● Aim of the exercise
The answer must be every line of the records below that contains the word "Garden", copied out.
---- Record set
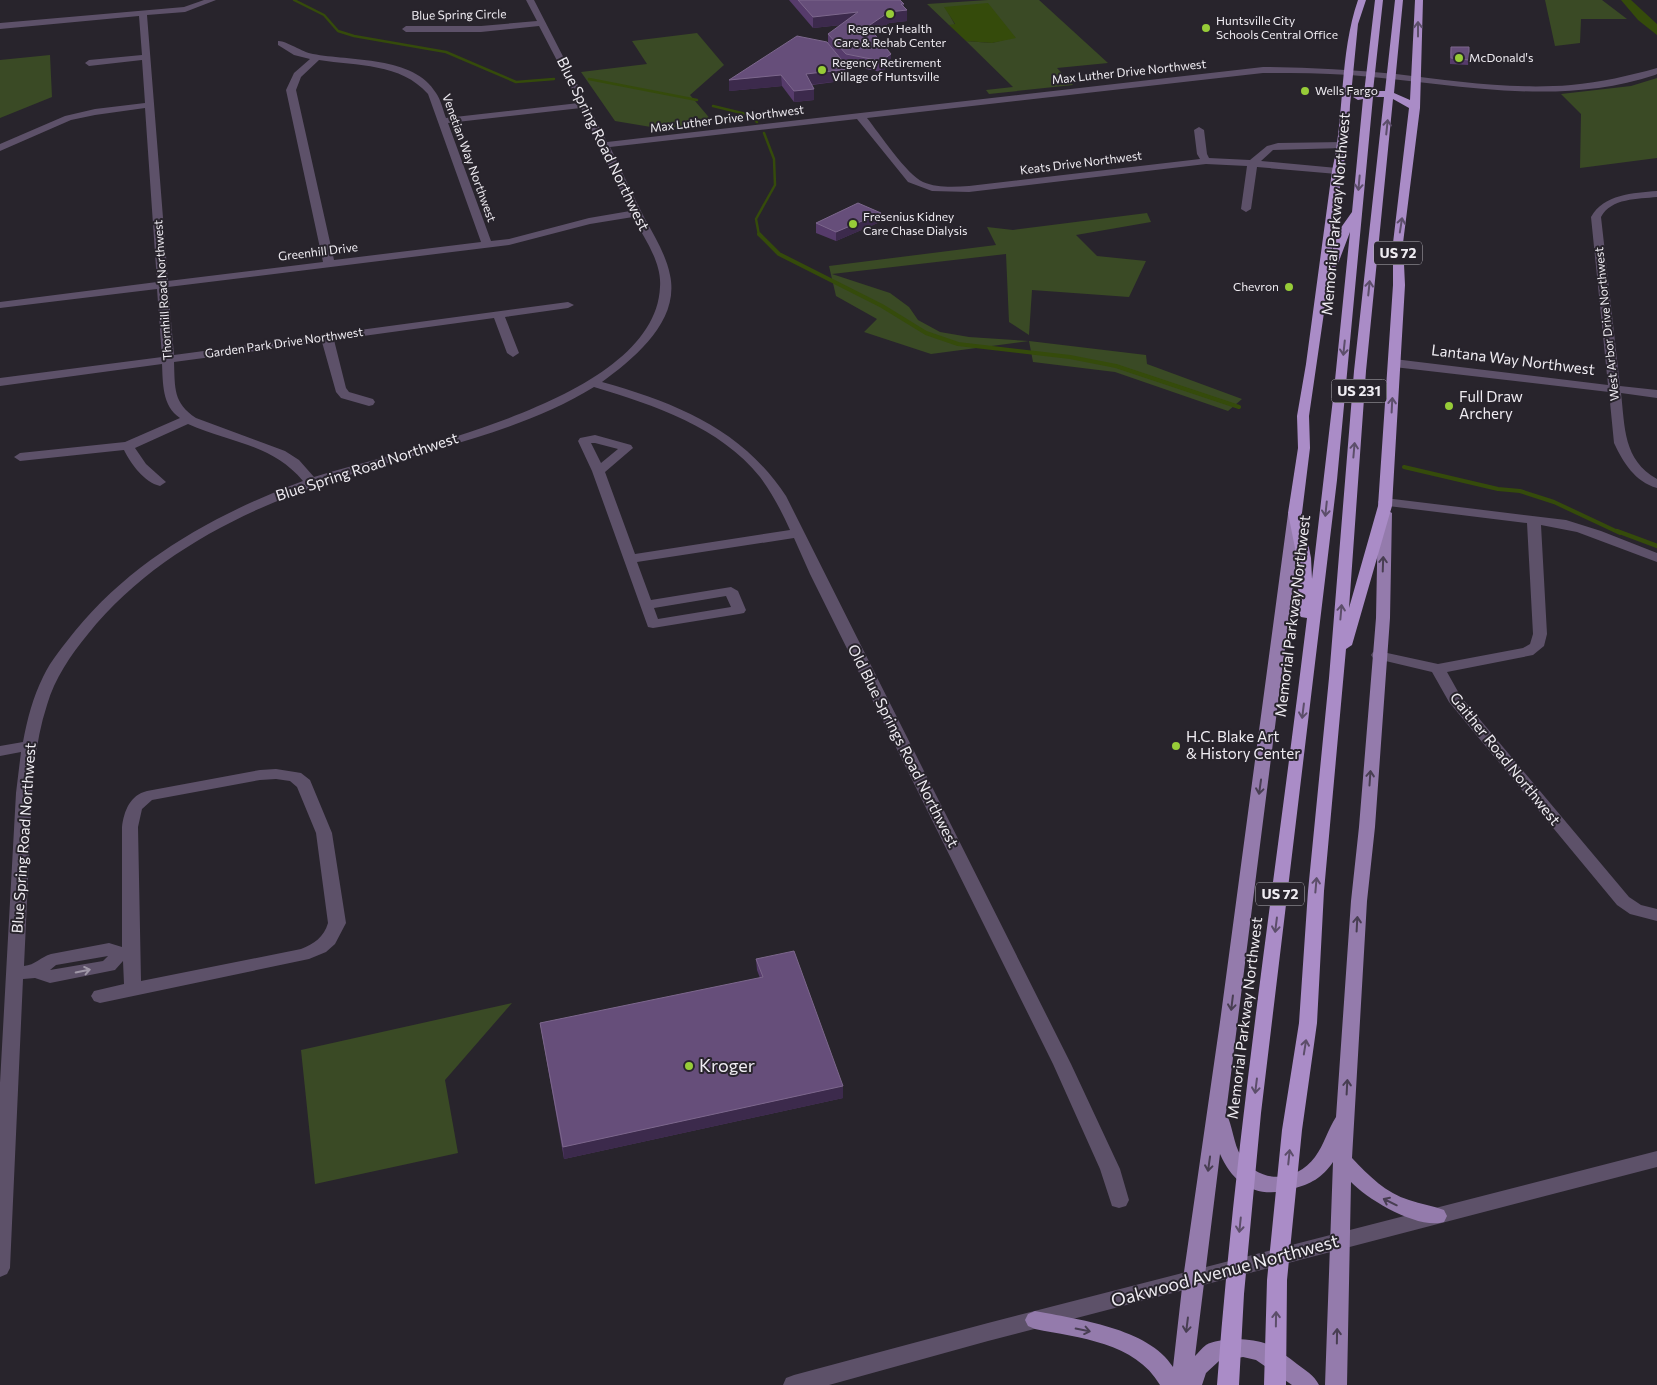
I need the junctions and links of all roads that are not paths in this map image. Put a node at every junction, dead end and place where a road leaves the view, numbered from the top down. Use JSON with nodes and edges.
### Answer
{"nodes":[{"id":1,"x":212,"y":0,"type":"edge"},
{"id":2,"x":530,"y":0,"type":"edge"},
{"id":3,"x":1362,"y":0,"type":"edge"},
{"id":4,"x":1379,"y":0,"type":"edge"},
{"id":5,"x":1399,"y":0,"type":"edge"},
{"id":6,"x":1419,"y":0,"type":"edge"},
{"id":7,"x":143,"y":13,"type":"junction"},
{"id":8,"x":542,"y":23,"type":"junction"},
{"id":9,"x":0,"y":26,"type":"edge"},
{"id":10,"x":406,"y":29,"type":"dead end"},
{"id":11,"x":281,"y":43,"type":"dead end"},
{"id":12,"x":1352,"y":47,"type":"junction"},
{"id":13,"x":1418,"y":52,"type":"junction"},
{"id":14,"x":146,"y":57,"type":"junction"},
{"id":15,"x":318,"y":57,"type":"junction"},
{"id":16,"x":89,"y":63,"type":"dead end"},
{"id":17,"x":1657,"y":70,"type":"edge"},
{"id":18,"x":1348,"y":72,"type":"junction"},
{"id":19,"x":1417,"y":79,"type":"junction"},
{"id":20,"x":1345,"y":102,"type":"junction"},
{"id":21,"x":150,"y":105,"type":"junction"},
{"id":22,"x":584,"y":105,"type":"junction"},
{"id":23,"x":1415,"y":108,"type":"junction"},
{"id":24,"x":860,"y":116,"type":"junction"},
{"id":25,"x":442,"y":121,"type":"junction"},
{"id":26,"x":1199,"y":130,"type":"dead end"},
{"id":27,"x":604,"y":145,"type":"junction"},
{"id":28,"x":1343,"y":145,"type":"junction"},
{"id":29,"x":0,"y":148,"type":"edge"},
{"id":30,"x":1206,"y":161,"type":"junction"},
{"id":31,"x":1252,"y":164,"type":"junction"},
{"id":32,"x":1337,"y":171,"type":"junction"},
{"id":33,"x":1657,"y":194,"type":"edge"},
{"id":34,"x":1246,"y":208,"type":"dead end"},
{"id":35,"x":1357,"y":212,"type":"junction"},
{"id":36,"x":637,"y":214,"type":"junction"},
{"id":37,"x":487,"y":244,"type":"junction"},
{"id":38,"x":329,"y":264,"type":"junction"},
{"id":39,"x":1324,"y":279,"type":"junction"},
{"id":40,"x":162,"y":285,"type":"junction"},
{"id":41,"x":0,"y":305,"type":"edge"},
{"id":42,"x":568,"y":305,"type":"dead end"},
{"id":43,"x":498,"y":314,"type":"junction"},
{"id":44,"x":327,"y":338,"type":"junction"},
{"id":45,"x":513,"y":353,"type":"dead end"},
{"id":46,"x":168,"y":358,"type":"junction"},
{"id":47,"x":1394,"y":364,"type":"junction"},
{"id":48,"x":0,"y":382,"type":"edge"},
{"id":49,"x":592,"y":383,"type":"junction"},
{"id":50,"x":1613,"y":388,"type":"junction"},
{"id":51,"x":1657,"y":394,"type":"edge"},
{"id":52,"x":368,"y":402,"type":"dead end"},
{"id":53,"x":188,"y":419,"type":"junction"},
{"id":54,"x":128,"y":446,"type":"junction"},
{"id":55,"x":20,"y":457,"type":"dead end"},
{"id":56,"x":598,"y":471,"type":"dead end"},
{"id":57,"x":160,"y":482,"type":"dead end"},
{"id":58,"x":312,"y":483,"type":"junction"},
{"id":59,"x":1657,"y":484,"type":"edge"},
{"id":60,"x":1385,"y":504,"type":"junction"},
{"id":61,"x":1295,"y":513,"type":"junction"},
{"id":62,"x":1534,"y":520,"type":"junction"},
{"id":63,"x":798,"y":533,"type":"junction"},
{"id":64,"x":1657,"y":558,"type":"edge"},
{"id":65,"x":630,"y":560,"type":"junction"},
{"id":66,"x":646,"y":604,"type":"junction"},
{"id":67,"x":1378,"y":655,"type":"junction"},
{"id":68,"x":1309,"y":663,"type":"junction"},
{"id":69,"x":1438,"y":669,"type":"junction"},
{"id":70,"x":1336,"y":678,"type":"junction"},
{"id":71,"x":28,"y":746,"type":"junction"},
{"id":72,"x":0,"y":751,"type":"edge"},
{"id":73,"x":1657,"y":914,"type":"edge"},
{"id":74,"x":125,"y":953,"type":"junction"},
{"id":75,"x":16,"y":974,"type":"junction"},
{"id":76,"x":133,"y":989,"type":"junction"},
{"id":77,"x":100,"y":996,"type":"dead end"},
{"id":78,"x":1217,"y":1104,"type":"junction"},
{"id":79,"x":1346,"y":1113,"type":"junction"},
{"id":80,"x":1656,"y":1160,"type":"edge"},
{"id":81,"x":1343,"y":1162,"type":"junction"},
{"id":82,"x":1119,"y":1200,"type":"dead end"},
{"id":83,"x":1437,"y":1216,"type":"junction"},
{"id":84,"x":1339,"y":1241,"type":"junction"},
{"id":85,"x":0,"y":1268,"type":"edge"},
{"id":86,"x":1193,"y":1279,"type":"junction"},
{"id":87,"x":1035,"y":1320,"type":"junction"},
{"id":88,"x":794,"y":1385,"type":"edge"},
{"id":89,"x":1172,"y":1385,"type":"edge"},
{"id":90,"x":1183,"y":1385,"type":"edge"},
{"id":91,"x":1191,"y":1385,"type":"edge"},
{"id":92,"x":1228,"y":1385,"type":"edge"},
{"id":93,"x":1275,"y":1385,"type":"edge"},
{"id":94,"x":1308,"y":1385,"type":"edge"},
{"id":95,"x":1336,"y":1385,"type":"edge"}],
"edges":[{"from":1,"to":7,"type":"street"},
{"from":2,"to":8,"type":"street","name":"Blue Spring Road Northwest"},
{"from":3,"to":12,"type":"highway","number":"US 72"},
{"from":4,"to":35,"type":"highway","name":"Memorial Parkway Northwest","number":"US 231","one_way":true},
{"from":70,"to":5,"type":"highway","number":"US 231","one_way":true},
{"from":13,"to":6,"type":"highway","number":"US 72","one_way":true},
{"from":7,"to":9,"type":"street"},
{"from":7,"to":14,"type":"street","name":"Thornhill Road Northwest"},
{"from":8,"to":10,"type":"street","name":"Blue Spring Circle"},
{"from":8,"to":22,"type":"street","name":"Blue Spring Road Northwest"},
{"from":11,"to":15,"type":"street","name":"Venetian Way Northwest"},
{"from":12,"to":13,"type":"highway"},
{"from":12,"to":18,"type":"highway","number":"US 72"},
{"from":13,"to":19,"type":"highway","number":"US 72"},
{"from":14,"to":16,"type":"street"},
{"from":14,"to":21,"type":"street","name":"Thornhill Road Northwest"},
{"from":15,"to":25,"type":"street","name":"Venetian Way Northwest"},
{"from":15,"to":38,"type":"street"},
{"from":17,"to":19,"type":"street","name":"Max Luther Drive Northwest"},
{"from":18,"to":19,"type":"street","name":"Max Luther Drive Northwest"},
{"from":18,"to":20,"type":"highway","number":"US 72"},
{"from":18,"to":24,"type":"street","name":"Max Luther Drive Northwest"},
{"from":19,"to":23,"type":"highway","number":"US 72"},
{"from":20,"to":23,"type":"highway"},
{"from":20,"to":28,"type":"highway","number":"US 72"},
{"from":21,"to":29,"type":"street"},
{"from":21,"to":40,"type":"street","name":"Thornhill Road Northwest"},
{"from":22,"to":25,"type":"street"},
{"from":22,"to":27,"type":"street","name":"Blue Spring Road Northwest"},
{"from":47,"to":23,"type":"highway","number":"US 72","one_way":true},
{"from":24,"to":27,"type":"street","name":"Max Luther Drive Northwest"},
{"from":24,"to":30,"type":"street","name":"Keats Drive Northwest"},
{"from":25,"to":37,"type":"street","name":"Venetian Way Northwest"},
{"from":26,"to":30,"type":"street"},
{"from":27,"to":36,"type":"street","name":"Blue Spring Road Northwest"},
{"from":28,"to":31,"type":"street"},
{"from":28,"to":32,"type":"highway","number":"US 72"},
{"from":30,"to":31,"type":"street","name":"Keats Drive Northwest"},
{"from":31,"to":32,"type":"street","name":"Keats Drive Northwest"},
{"from":31,"to":34,"type":"street"},
{"from":32,"to":39,"type":"highway","number":"US 72"},
{"from":33,"to":50,"type":"street","name":"West Arbor Drive Northwest"},
{"from":35,"to":39,"type":"highway"},
{"from":35,"to":68,"type":"highway","name":"Memorial Parkway Northwest","number":"US 231","one_way":true},
{"from":36,"to":37,"type":"street","name":"Greenhill Drive"},
{"from":36,"to":49,"type":"street","name":"Blue Spring Road Northwest"},
{"from":37,"to":38,"type":"street","name":"Greenhill Drive"},
{"from":38,"to":40,"type":"street","name":"Greenhill Drive"},
{"from":39,"to":61,"type":"highway","number":"US 72"},
{"from":40,"to":41,"type":"street","name":"Greenhill Drive"},
{"from":40,"to":46,"type":"street","name":"Thornhill Road Northwest"},
{"from":42,"to":43,"type":"street","name":"Garden Park Drive Northwest"},
{"from":43,"to":44,"type":"street","name":"Garden Park Drive Northwest"},
{"from":43,"to":45,"type":"street"},
{"from":44,"to":46,"type":"street","name":"Garden Park Drive Northwest"},
{"from":44,"to":52,"type":"street"},
{"from":46,"to":48,"type":"street","name":"Garden Park Drive Northwest"},
{"from":46,"to":53,"type":"street","name":"Thornhill Road Northwest"},
{"from":47,"to":50,"type":"street","name":"Lantana Way Northwest"},
{"from":60,"to":47,"type":"highway","number":"US 72","one_way":true},
{"from":49,"to":58,"type":"street","name":"Blue Spring Road Northwest"},
{"from":49,"to":63,"type":"street","name":"Old Blue Springs Road Northwest"},
{"from":50,"to":51,"type":"street","name":"Lantana Way Northwest"},
{"from":50,"to":59,"type":"street","name":"West Arbor Drive Northwest"},
{"from":53,"to":54,"type":"street"},
{"from":53,"to":58,"type":"street","name":"Thornhill Road Northwest"},
{"from":54,"to":55,"type":"street"},
{"from":54,"to":57,"type":"street"},
{"from":56,"to":65,"type":"street"},
{"from":58,"to":71,"type":"street","name":"Blue Spring Road Northwest"},
{"from":60,"to":62,"type":"street"},
{"from":67,"to":60,"type":"main road","one_way":true},
{"from":60,"to":70,"type":"highway","number":"US 72"},
{"from":61,"to":68,"type":"highway","number":"US 72"},
{"from":61,"to":78,"type":"main road","one_way":true},
{"from":62,"to":64,"type":"street"},
{"from":62,"to":69,"type":"street"},
{"from":63,"to":65,"type":"street"},
{"from":63,"to":82,"type":"street","name":"Old Blue Springs Road Northwest"},
{"from":65,"to":66,"type":"street"},
{"from":66,"to":66,"type":"street"},
{"from":67,"to":69,"type":"street"},
{"from":79,"to":67,"type":"main road","one_way":true},
{"from":68,"to":92,"type":"highway","name":"Memorial Parkway Northwest","number":"US 72","one_way":true},
{"from":69,"to":73,"type":"street","name":"Gaither Road Northwest"},
{"from":93,"to":70,"type":"highway","number":"US 72","one_way":true},
{"from":71,"to":72,"type":"street"},
{"from":71,"to":75,"type":"street","name":"Blue Spring Road Northwest"},
{"from":74,"to":75,"type":"street"},
{"from":74,"to":76,"type":"street"},
{"from":74,"to":76,"type":"street"},
{"from":75,"to":85,"type":"street","name":"Blue Spring Road Northwest"},
{"from":76,"to":77,"type":"street"},
{"from":78,"to":79,"type":"main road"},
{"from":78,"to":86,"type":"main road","one_way":true},
{"from":79,"to":81,"type":"main road"},
{"from":80,"to":83,"type":"street","name":"Oakwood Avenue Northwest"},
{"from":83,"to":81,"type":"main road","one_way":true},
{"from":81,"to":84,"type":"main road"},
{"from":83,"to":84,"type":"street","name":"Oakwood Avenue Northwest"},
{"from":84,"to":86,"type":"street","name":"Oakwood Avenue Northwest"},
{"from":95,"to":84,"type":"main road","one_way":true},
{"from":86,"to":87,"type":"street","name":"Oakwood Avenue Northwest"},
{"from":86,"to":90,"type":"main road","one_way":true},
{"from":87,"to":88,"type":"street","name":"Oakwood Avenue Northwest"},
{"from":87,"to":89,"type":"main road","one_way":true},
{"from":91,"to":94,"type":"main road"}]}
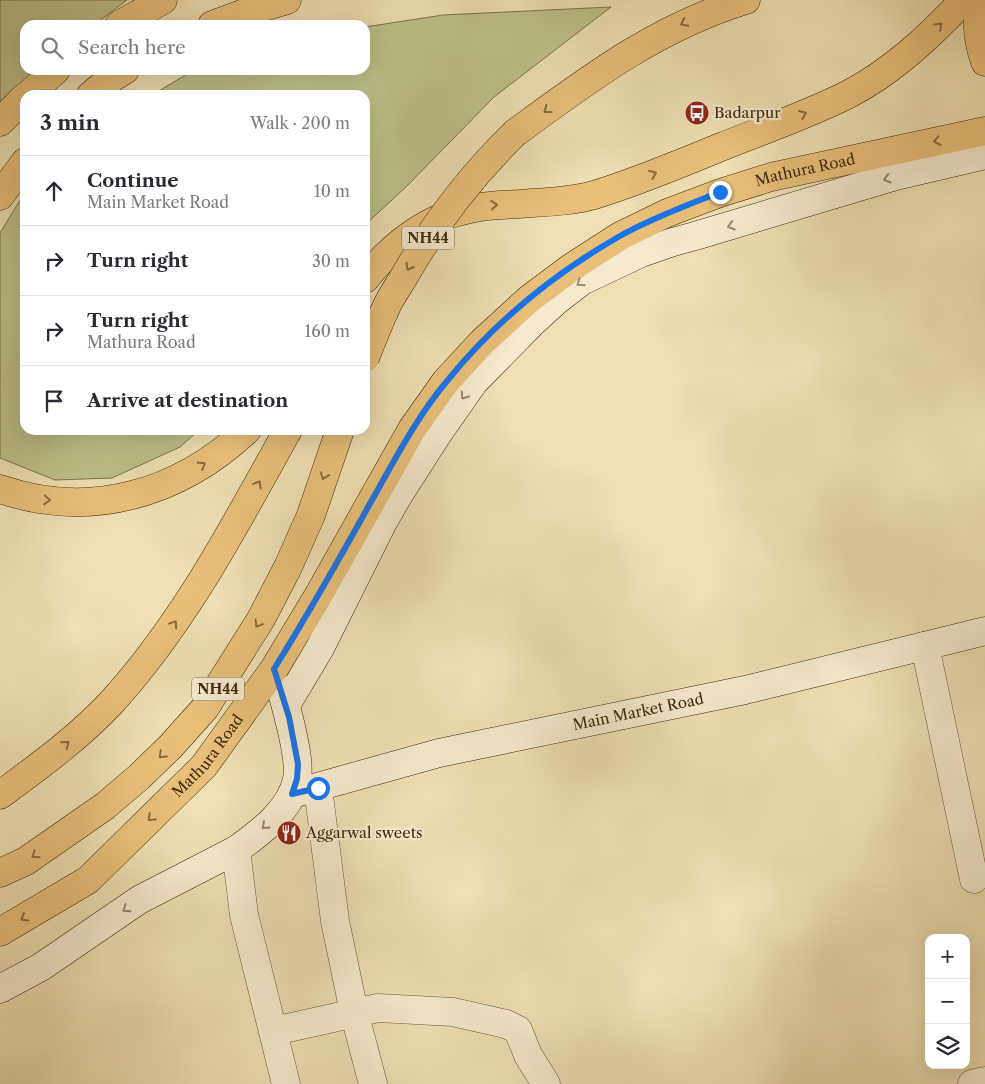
--------
● Answer to this task
{"from":42,"to":43,"type":"street","name":"Garden Park Drive Northwest"},
{"from":43,"to":44,"type":"street","name":"Garden Park Drive Northwest"},
{"from":44,"to":46,"type":"street","name":"Garden Park Drive Northwest"},
{"from":46,"to":48,"type":"street","name":"Garden Park Drive Northwest"},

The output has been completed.